[WIP] Make Linalg vectorizer lower affine.apply

Authored by awarzynski on Jan 23 2023, 8:31 AM.



Uploaded to facilitate the discussion for It is yet to be decided
whether this is the right approach.

For context, I would like to vectorize the following snippet:

#map0 = affine_map<(d0, d1, d2) -> (d0, d1, d2)>

func.func @generic_interchanged_transpose(%arg0: tensor<128x12x32xf32>, %arg3: index) -> tensor<128x12x32xf32> {
  %0 = tensor.empty() : tensor<128x12x32xf32>
  %1 = linalg.generic {indexing_maps = [#map0, #map0],
                       iterator_types = ["parallel", "parallel", "parallel"]}
    ins(%arg0 : tensor<128x12x32xf32>)
    outs(%0 : tensor<128x12x32xf32>) {
  ^bb0(%arg1: f32, %arg2: f32):

    %2 = linalg.index 2 : index
    %12 = affine.apply affine_map<(d0, d1) -> (d0 + d1)>(%2, %arg3)
    %3 = arith.index_cast %12 : index to i32
    %4 = arith.uitofp %3 : i32 to f32
    %5 = arith.mulf %4, %arg1 : f32
    linalg.yield %5 : f32
  } -> tensor<128x12x32xf32>
  return %1 : tensor<128x12x32xf32>

transform.sequence failures(propagate) {
 ^bb1(%arg1: !pdl.operation):
   %0 = transform.structured.match ops{["linalg.generic"]} in %arg1
   %1 = get_closest_isolated_parent %0 : (!pdl.operation) -> !pdl.operation
   %2 = transform.structured.vectorize %1 { vectorize_nd_extract }

So far I am doing it wrong:

mlir-opt  -test-transform-dialect-interpreter -split-input-file input.mlir
within split at input.mlir:1 offset :11:10: error: 'linalg.index' op operation destroyed but still has uses
    %2 = linalg.index 2 : index
within split at input.mlir:1 offset :11:10: note: see current operation: %0 = "linalg.index"() {dim = 2 : i64} : () -> index

@dcaballe I've just noticed that you've recently added this comment - is that what's happening here?

Thanks for adding support for this! It looks great! A few comments


nit: ii typo


When we have to change the insertion point, we use OpBuilder::Guard using RAII. I'd suggest that you move this to a utility function and then you can do RAII using the scope of the function. You can look at other examples in MLIR. Just search for OpBuilder::Guard.

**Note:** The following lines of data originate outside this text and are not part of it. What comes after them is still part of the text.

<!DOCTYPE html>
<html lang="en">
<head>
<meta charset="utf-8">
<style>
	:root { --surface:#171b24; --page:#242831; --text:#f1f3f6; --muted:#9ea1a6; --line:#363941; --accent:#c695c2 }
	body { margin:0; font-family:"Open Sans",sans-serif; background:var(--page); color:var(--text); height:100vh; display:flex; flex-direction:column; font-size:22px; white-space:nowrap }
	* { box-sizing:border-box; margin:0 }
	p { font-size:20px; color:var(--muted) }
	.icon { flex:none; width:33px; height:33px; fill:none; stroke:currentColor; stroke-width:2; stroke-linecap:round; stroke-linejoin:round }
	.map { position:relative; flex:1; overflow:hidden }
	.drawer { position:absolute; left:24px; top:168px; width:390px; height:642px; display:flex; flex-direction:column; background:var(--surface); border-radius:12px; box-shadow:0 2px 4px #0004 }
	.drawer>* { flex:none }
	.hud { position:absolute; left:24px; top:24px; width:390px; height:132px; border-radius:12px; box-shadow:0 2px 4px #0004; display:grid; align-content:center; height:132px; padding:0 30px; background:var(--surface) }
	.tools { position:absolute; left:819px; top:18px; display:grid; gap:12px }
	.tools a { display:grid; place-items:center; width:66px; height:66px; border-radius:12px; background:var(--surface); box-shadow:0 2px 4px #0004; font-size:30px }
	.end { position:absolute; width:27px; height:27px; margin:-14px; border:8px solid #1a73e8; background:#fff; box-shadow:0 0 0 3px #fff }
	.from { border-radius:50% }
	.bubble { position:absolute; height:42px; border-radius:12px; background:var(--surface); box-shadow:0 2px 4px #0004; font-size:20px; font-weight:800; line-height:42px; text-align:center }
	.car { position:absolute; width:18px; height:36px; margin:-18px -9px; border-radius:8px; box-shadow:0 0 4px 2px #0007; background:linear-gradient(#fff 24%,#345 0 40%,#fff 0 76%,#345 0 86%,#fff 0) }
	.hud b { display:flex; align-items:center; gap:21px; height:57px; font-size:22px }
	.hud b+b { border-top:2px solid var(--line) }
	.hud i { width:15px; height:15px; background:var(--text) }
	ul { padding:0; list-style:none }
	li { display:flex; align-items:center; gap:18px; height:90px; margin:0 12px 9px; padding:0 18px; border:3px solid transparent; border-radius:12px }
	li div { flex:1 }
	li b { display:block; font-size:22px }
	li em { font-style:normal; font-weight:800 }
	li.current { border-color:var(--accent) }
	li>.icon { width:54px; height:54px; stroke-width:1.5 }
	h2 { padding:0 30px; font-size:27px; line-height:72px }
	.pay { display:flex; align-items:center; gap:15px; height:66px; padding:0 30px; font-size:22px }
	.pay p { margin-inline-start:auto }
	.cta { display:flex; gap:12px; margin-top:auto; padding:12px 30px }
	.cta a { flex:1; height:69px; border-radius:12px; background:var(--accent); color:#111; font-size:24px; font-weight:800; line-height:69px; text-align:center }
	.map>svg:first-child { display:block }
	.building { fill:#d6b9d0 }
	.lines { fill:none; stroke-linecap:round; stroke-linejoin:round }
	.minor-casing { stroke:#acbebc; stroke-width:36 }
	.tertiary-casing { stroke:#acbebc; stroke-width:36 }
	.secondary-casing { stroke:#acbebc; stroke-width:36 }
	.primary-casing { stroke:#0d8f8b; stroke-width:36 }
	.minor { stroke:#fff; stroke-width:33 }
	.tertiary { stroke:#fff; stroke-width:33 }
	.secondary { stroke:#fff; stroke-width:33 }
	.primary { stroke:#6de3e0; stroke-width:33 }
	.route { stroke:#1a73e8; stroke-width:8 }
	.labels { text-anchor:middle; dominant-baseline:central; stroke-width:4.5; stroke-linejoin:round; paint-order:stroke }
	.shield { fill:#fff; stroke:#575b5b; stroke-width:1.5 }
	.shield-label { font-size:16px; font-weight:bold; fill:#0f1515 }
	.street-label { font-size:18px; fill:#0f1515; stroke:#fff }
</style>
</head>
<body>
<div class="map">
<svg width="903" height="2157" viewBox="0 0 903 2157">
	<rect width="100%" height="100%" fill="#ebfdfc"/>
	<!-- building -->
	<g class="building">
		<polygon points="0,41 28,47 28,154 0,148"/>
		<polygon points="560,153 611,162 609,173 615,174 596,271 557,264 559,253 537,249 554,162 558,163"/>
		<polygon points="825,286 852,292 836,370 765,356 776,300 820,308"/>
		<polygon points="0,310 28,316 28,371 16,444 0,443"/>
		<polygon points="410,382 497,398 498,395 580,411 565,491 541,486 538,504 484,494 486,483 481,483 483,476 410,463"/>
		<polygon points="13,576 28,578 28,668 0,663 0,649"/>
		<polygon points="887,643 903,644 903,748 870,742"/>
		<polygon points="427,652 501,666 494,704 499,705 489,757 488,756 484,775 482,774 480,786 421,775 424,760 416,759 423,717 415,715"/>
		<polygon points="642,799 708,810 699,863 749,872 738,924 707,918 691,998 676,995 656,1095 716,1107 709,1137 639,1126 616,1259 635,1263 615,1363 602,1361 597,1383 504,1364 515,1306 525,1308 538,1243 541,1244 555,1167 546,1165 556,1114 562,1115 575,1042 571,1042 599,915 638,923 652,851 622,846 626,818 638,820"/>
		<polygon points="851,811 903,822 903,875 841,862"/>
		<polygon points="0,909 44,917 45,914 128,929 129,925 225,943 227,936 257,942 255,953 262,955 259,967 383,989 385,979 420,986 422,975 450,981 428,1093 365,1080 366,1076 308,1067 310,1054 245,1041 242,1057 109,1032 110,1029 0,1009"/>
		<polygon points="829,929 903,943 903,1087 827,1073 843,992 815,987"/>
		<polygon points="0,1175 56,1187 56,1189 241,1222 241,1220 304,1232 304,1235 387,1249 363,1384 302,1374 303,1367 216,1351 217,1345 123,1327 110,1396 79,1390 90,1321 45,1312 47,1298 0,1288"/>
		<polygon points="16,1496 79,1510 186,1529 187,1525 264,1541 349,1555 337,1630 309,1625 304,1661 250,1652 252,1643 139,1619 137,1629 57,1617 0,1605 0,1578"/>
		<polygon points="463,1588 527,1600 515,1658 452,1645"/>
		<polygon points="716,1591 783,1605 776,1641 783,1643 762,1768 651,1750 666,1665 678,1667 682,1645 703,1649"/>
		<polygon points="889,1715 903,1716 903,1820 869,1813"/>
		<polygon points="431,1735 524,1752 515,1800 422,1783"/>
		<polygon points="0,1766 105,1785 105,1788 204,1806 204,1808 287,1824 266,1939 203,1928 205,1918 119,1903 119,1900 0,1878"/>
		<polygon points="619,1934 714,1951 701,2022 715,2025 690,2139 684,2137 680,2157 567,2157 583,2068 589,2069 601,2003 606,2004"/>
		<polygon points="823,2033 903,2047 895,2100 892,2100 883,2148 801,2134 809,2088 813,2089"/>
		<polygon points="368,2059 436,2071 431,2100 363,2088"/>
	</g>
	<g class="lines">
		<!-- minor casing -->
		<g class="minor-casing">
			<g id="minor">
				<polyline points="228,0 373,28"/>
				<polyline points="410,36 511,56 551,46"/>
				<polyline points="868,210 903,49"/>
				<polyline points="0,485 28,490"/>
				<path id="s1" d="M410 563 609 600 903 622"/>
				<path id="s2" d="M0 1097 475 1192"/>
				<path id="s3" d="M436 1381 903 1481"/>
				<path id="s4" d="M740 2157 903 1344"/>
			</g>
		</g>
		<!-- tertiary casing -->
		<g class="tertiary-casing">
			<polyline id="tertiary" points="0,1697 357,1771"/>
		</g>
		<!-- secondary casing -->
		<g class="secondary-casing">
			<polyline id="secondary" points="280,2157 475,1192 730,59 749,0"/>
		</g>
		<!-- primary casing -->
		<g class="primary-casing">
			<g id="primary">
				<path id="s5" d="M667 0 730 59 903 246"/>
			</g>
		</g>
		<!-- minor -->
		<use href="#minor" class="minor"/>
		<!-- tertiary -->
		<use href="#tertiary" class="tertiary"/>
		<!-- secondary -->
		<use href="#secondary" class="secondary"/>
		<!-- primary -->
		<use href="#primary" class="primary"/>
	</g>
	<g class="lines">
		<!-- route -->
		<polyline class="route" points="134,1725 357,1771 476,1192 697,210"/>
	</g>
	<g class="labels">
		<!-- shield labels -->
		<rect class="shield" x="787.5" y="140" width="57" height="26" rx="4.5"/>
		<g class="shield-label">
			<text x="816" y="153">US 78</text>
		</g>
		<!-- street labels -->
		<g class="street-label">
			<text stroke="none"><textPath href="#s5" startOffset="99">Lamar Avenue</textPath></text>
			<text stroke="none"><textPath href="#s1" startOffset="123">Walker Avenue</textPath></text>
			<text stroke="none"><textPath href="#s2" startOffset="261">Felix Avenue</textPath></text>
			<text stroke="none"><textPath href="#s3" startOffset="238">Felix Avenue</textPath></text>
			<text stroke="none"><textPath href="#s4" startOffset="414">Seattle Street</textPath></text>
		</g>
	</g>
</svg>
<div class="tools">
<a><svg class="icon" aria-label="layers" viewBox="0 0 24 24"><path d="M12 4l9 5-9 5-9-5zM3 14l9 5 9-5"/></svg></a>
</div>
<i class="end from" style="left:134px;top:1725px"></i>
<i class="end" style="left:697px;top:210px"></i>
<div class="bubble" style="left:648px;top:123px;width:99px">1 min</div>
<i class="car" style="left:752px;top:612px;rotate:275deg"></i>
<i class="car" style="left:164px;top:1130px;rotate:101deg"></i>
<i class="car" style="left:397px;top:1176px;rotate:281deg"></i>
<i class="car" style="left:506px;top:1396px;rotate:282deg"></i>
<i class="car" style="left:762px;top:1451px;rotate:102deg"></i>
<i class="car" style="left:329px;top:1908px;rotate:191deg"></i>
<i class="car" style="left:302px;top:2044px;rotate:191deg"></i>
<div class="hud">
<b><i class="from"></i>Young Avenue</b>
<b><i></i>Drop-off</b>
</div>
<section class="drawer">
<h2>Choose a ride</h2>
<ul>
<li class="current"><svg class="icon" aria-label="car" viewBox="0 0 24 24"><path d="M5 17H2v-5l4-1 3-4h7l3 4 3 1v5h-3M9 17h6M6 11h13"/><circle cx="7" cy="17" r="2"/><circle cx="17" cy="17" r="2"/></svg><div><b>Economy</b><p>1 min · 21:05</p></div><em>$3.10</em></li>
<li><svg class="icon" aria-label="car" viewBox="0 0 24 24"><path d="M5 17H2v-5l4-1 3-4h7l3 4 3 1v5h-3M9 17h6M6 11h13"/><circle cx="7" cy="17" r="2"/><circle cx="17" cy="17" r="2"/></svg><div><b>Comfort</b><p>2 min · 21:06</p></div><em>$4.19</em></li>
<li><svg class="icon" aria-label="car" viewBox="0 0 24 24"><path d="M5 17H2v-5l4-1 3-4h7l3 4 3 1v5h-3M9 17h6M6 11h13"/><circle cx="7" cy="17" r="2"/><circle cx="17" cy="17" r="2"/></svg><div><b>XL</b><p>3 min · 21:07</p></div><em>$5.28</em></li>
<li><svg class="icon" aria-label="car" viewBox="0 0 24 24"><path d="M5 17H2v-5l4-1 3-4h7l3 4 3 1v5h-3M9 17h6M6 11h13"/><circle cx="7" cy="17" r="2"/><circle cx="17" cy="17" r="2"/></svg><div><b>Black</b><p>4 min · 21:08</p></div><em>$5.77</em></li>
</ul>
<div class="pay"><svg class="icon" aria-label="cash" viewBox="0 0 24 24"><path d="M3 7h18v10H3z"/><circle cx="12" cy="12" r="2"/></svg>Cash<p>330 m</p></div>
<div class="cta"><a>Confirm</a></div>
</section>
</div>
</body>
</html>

This IR change could be part of a larger set of "linalgOp pre-processing" transformations that happens right before vectorization starts but after we know we can vectorize the op.


Couldn't we just do rewriter.replaceOp(op, expanded) and avoid the manual U-D chain update?

2039 ↗(On Diff #491792)

This looks like a new feature to me more than a regression. I think we should match the decomposed ops and make sure they are vectorized accordingly.

awarzynski added inline comments.Jan 26 2023, 9:09 AM

This IR change could be part of a larger set of "linalgOp pre-processing" transformations that happens right before vectorization starts but after we know we can vectorize the op.

I like this idea :) Just to double-check - that set is yet to be created, right?


Perhaps I'm being daft, but things go horrible wrong when I do that. And I assume that that's because rewriter.replaceOp invalidates the iterators in the surrounding for loop.

nit: // -> /// and . at the end per coding guidelines.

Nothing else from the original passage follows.